ASSIGNMENT » For the records below, say how many lines contain the string "with". Give no other text.

RECORD EXCERPTS »
<<<<
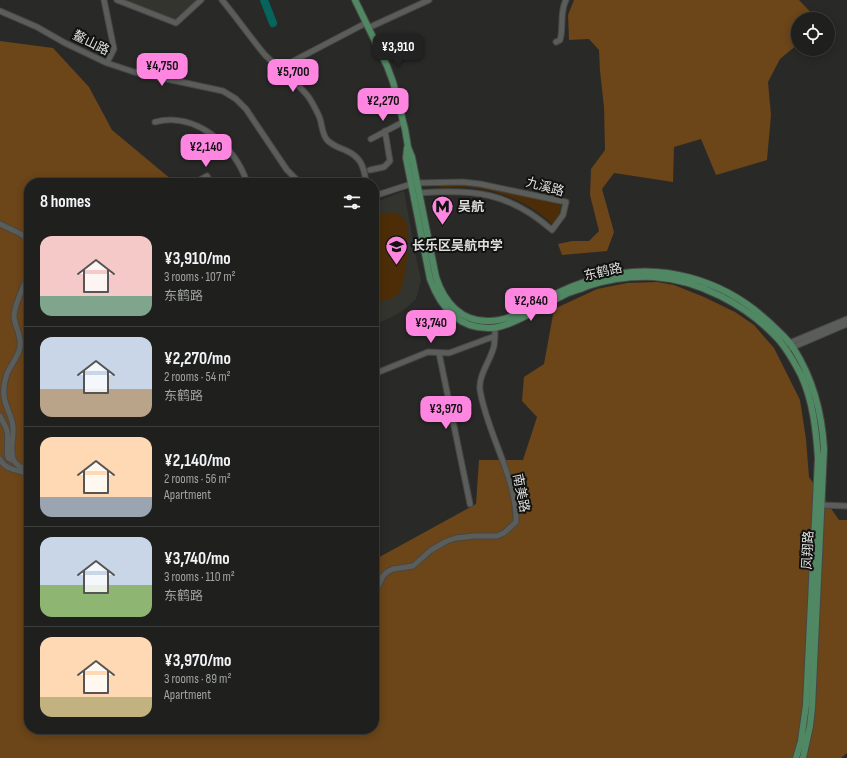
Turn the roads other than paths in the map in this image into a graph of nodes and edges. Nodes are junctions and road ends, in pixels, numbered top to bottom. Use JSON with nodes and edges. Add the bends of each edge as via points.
{"nodes":[{"id":1,"x":104,"y":0,"type":"edge"},
{"id":2,"x":117,"y":0,"type":"edge"},
{"id":3,"x":201,"y":0,"type":"edge"},
{"id":4,"x":222,"y":0,"type":"edge"},
{"id":5,"x":355,"y":0,"type":"edge"},
{"id":6,"x":429,"y":0,"type":"edge"},
{"id":7,"x":566,"y":0,"type":"edge"},
{"id":8,"x":0,"y":11,"type":"edge"},
{"id":9,"x":367,"y":25,"type":"junction"},
{"id":10,"x":556,"y":42,"type":"dead end"},
{"id":11,"x":106,"y":63,"type":"junction"},
{"id":12,"x":280,"y":68,"type":"junction"},
{"id":13,"x":155,"y":122,"type":"dead end"},
{"id":14,"x":403,"y":122,"type":"junction"},
{"id":15,"x":384,"y":131,"type":"junction"},
{"id":16,"x":370,"y":139,"type":"dead end"},
{"id":17,"x":370,"y":170,"type":"dead end"},
{"id":18,"x":246,"y":178,"type":"edge"},
{"id":19,"x":294,"y":178,"type":"edge"},
{"id":20,"x":366,"y":178,"type":"edge"},
{"id":21,"x":414,"y":183,"type":"junction"},
{"id":22,"x":419,"y":193,"type":"junction"},
{"id":23,"x":379,"y":194,"type":"edge"},
{"id":24,"x":0,"y":224,"type":"edge"},
{"id":25,"x":24,"y":236,"type":"edge"},
{"id":26,"x":24,"y":287,"type":"edge"},
{"id":27,"x":847,"y":319,"type":"edge"},
{"id":28,"x":847,"y":324,"type":"edge"},
{"id":29,"x":495,"y":328,"type":"junction"},
{"id":30,"x":495,"y":336,"type":"junction"},
{"id":31,"x":788,"y":347,"type":"junction"},
{"id":32,"x":439,"y":353,"type":"junction"},
{"id":33,"x":379,"y":372,"type":"edge"},
{"id":34,"x":0,"y":416,"type":"edge"},
{"id":35,"x":0,"y":459,"type":"edge"},
{"id":36,"x":14,"y":461,"type":"junction"},
{"id":37,"x":24,"y":469,"type":"edge"},
{"id":38,"x":24,"y":471,"type":"edge"},
{"id":39,"x":470,"y":504,"type":"dead end"},
{"id":40,"x":821,"y":505,"type":"junction"},
{"id":41,"x":847,"y":506,"type":"edge"},
{"id":42,"x":379,"y":585,"type":"edge"},
{"id":43,"x":796,"y":758,"type":"edge"},
{"id":44,"x":802,"y":758,"type":"edge"}],
"edges":[{"from":1,"to":11,"type":"street","via":[[114,49]]},
{"from":2,"to":3,"type":"street","via":[[176,23]]},
{"from":4,"to":12,"type":"street","via":[[246,32]]},
{"from":5,"to":9,"type":"main road","name":"东鹤路"},
{"from":6,"to":9,"type":"street"},
{"from":7,"to":10,"type":"street","via":[[562,12],[561,36]]},
{"from":8,"to":11,"type":"street","name":"鳌山路","via":[[38,27]]},
{"from":9,"to":12,"type":"street"},
{"from":9,"to":14,"type":"main road","name":"东鹤路","via":[[388,66]]},
{"from":11,"to":19,"type":"street","name":"鳌山路","via":[[223,92],[236,99],[246,109]]},
{"from":12,"to":20,"type":"street","via":[[308,96],[328,142],[353,153],[360,160]]},
{"from":13,"to":18,"type":"street","via":[[180,121],[200,126],[214,136],[234,157]]},
{"from":14,"to":15,"type":"street"},
{"from":14,"to":21,"type":"main road","name":"东鹤路","via":[[412,157]]},
{"from":15,"to":16,"type":"street"},
{"from":15,"to":17,"type":"street","via":[[390,161],[384,167]]},
{"from":21,"to":22,"type":"main road","name":"东鹤路"},
{"from":21,"to":22,"type":"street","name":"九溪路","via":[[480,184],[566,202],[563,215],[552,230],[521,206],[489,195],[460,191]]},
{"from":21,"to":23,"type":"street"},
{"from":21,"to":29,"type":"main road","name":"东鹤路","via":[[430,279],[443,306],[465,323],[479,328]]},
{"from":22,"to":31,"type":"main road","name":"东鹤路","via":[[439,287],[455,310],[468,318],[498,321],[569,288],[595,279],[624,273],[653,272],[701,280],[734,296],[761,314]]},
{"from":24,"to":25,"type":"street"},
{"from":26,"to":36,"type":"street","via":[[15,310],[15,323],[21,340],[20,348],[9,367],[4,385],[6,407],[13,428]]},
{"from":27,"to":31,"type":"street"},
{"from":28,"to":31,"type":"street"},
{"from":29,"to":30,"type":"street","name":"南美路"},
{"from":29,"to":31,"type":"main road","name":"东鹤路","via":[[588,286],[625,278],[654,277],[685,282],[734,303],[762,323]]},
{"from":30,"to":32,"type":"street","via":[[450,353]]},
{"from":30,"to":42,"type":"street","name":"南美路","via":[[494,347],[480,388],[485,412],[510,482],[516,522],[497,536],[456,538],[447,541],[431,550],[413,566],[387,572]]},
{"from":31,"to":40,"type":"main road","name":"凤翔路","via":[[812,386],[819,410],[824,449]]},
{"from":31,"to":43,"type":"main road","name":"凤翔路","via":[[806,390],[814,423],[818,458],[806,705]]},
{"from":32,"to":33,"type":"street","via":[[428,352]]},
{"from":32,"to":39,"type":"street"},
{"from":34,"to":36,"type":"street","via":[[7,431],[8,458]]},
{"from":35,"to":38,"type":"street","via":[[6,466]]},
{"from":36,"to":37,"type":"street"},
{"from":40,"to":41,"type":"street"},
{"from":40,"to":44,"type":"main road","name":"凤翔路","via":[[812,708]]}]}
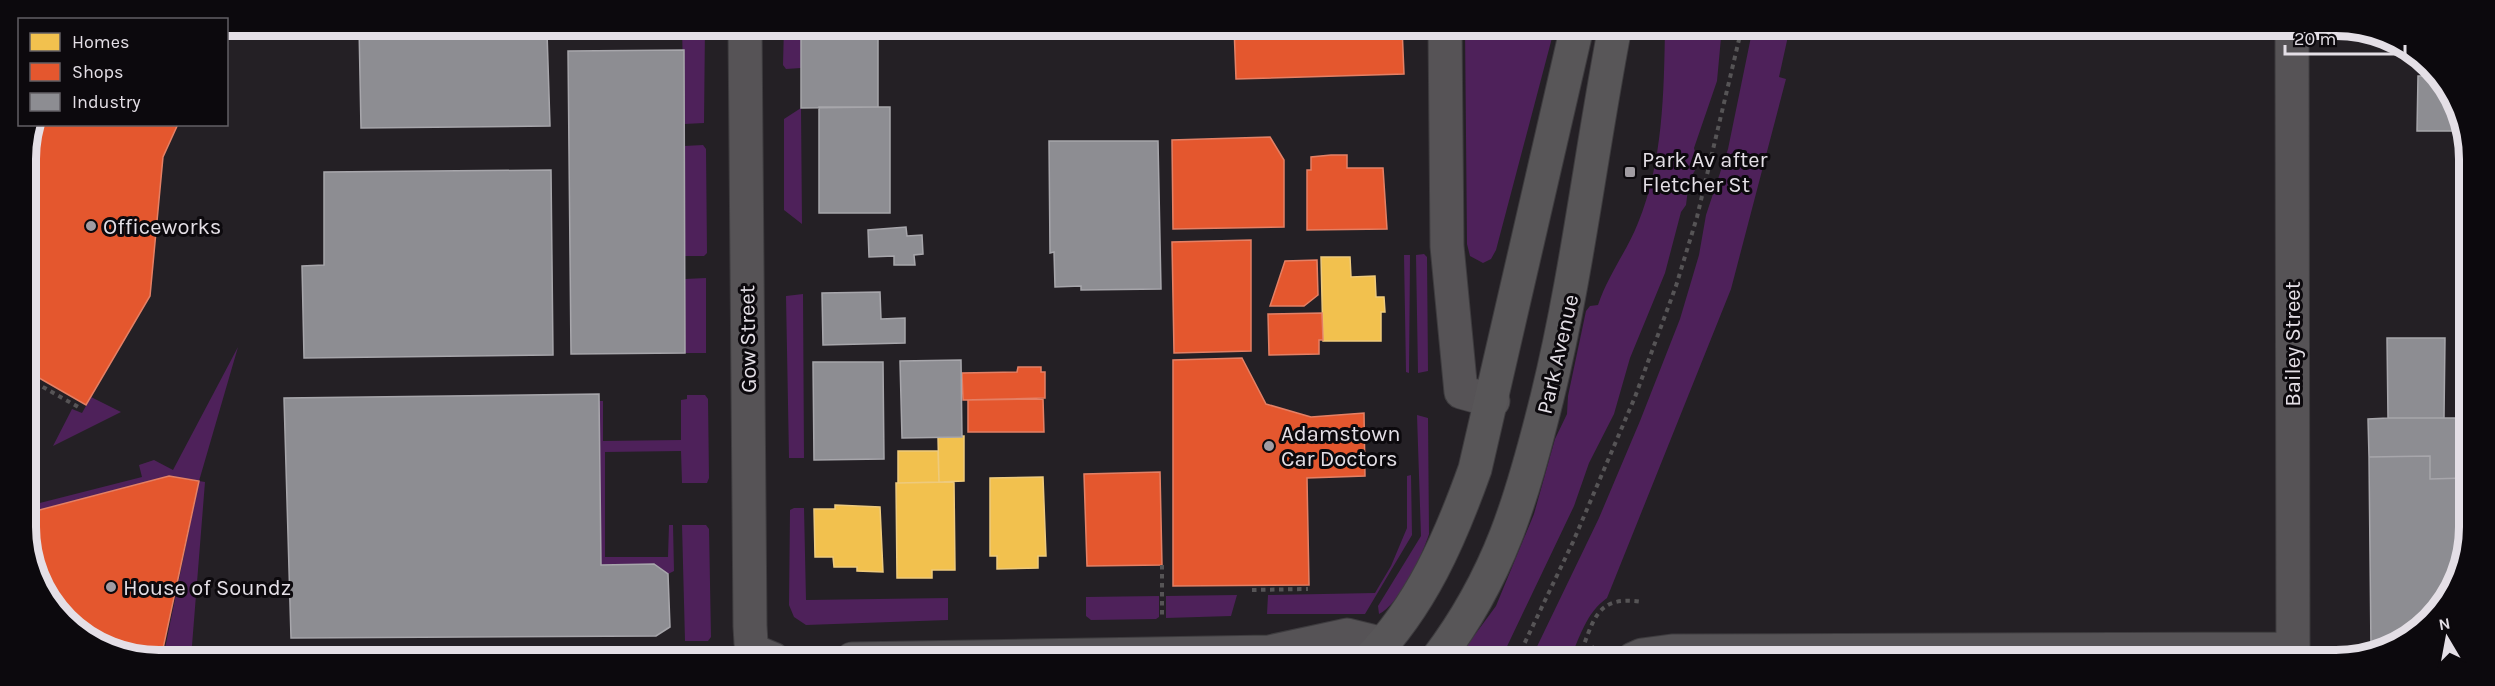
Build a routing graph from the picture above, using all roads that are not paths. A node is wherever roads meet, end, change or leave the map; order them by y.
1 (745, 36) edge
2 (1445, 36) edge
3 (1575, 36) edge
4 (1614, 36) edge
5 (2292, 36) edge
6 (1492, 402) junction
7 (759, 650) edge
8 (1294, 650) edge
9 (1373, 650) edge
10 (1378, 650) edge
11 (1444, 650) edge
12 (2293, 650) edge

1 - 7 street, Gow Street
2 - 6 street
3 - 6 main road
4 - 11 main road, Park Avenue
5 - 12 street, Bailey Street
6 - 10 main road
8 - 9 street

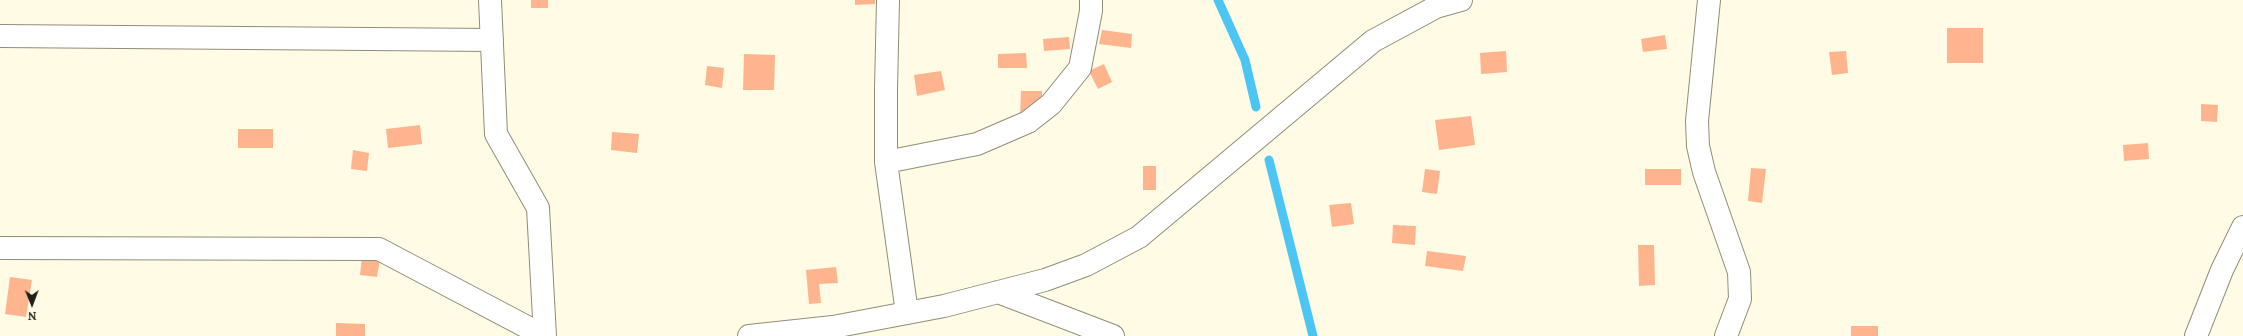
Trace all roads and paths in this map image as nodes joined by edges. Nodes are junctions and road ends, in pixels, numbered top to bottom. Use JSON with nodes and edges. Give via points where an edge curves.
{"nodes":[{"id":1,"x":490,"y":0,"type":"edge"},
{"id":2,"x":888,"y":0,"type":"edge"},
{"id":3,"x":1091,"y":0,"type":"edge"},
{"id":4,"x":1461,"y":0,"type":"edge"},
{"id":5,"x":1709,"y":0,"type":"edge"},
{"id":6,"x":0,"y":36,"type":"edge"},
{"id":7,"x":492,"y":40,"type":"junction"},
{"id":8,"x":886,"y":162,"type":"junction"},
{"id":9,"x":2243,"y":227,"type":"edge"},
{"id":10,"x":0,"y":248,"type":"edge"},
{"id":11,"x":998,"y":292,"type":"junction"},
{"id":12,"x":907,"y":313,"type":"junction"},
{"id":13,"x":545,"y":336,"type":"edge"},
{"id":14,"x":749,"y":336,"type":"edge"},
{"id":15,"x":1113,"y":336,"type":"edge"},
{"id":16,"x":1726,"y":336,"type":"edge"},
{"id":17,"x":2196,"y":336,"type":"edge"}],
"edges":[{"from":1,"to":7,"type":"street"},
{"from":2,"to":8,"type":"street"},
{"from":3,"to":8,"type":"street","via":[[1080,68],[1051,104],[1028,122],[977,144]]},
{"from":4,"to":11,"type":"street","via":[[1436,7],[1373,42],[1139,237],[1086,265],[1045,280]]},
{"from":5,"to":16,"type":"street","via":[[1697,121],[1698,146],[1704,172],[1739,272],[1740,299]]},
{"from":6,"to":7,"type":"street"},
{"from":7,"to":13,"type":"street","via":[[496,134],[538,208]]},
{"from":8,"to":12,"type":"street"},
{"from":9,"to":17,"type":"street","via":[[2222,270]]},
{"from":10,"to":13,"type":"street","via":[[379,249]]},
{"from":11,"to":12,"type":"street"},
{"from":11,"to":15,"type":"street"},
{"from":12,"to":14,"type":"street","via":[[833,327]]}]}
>>>>
EXPECTED ANSWER » 2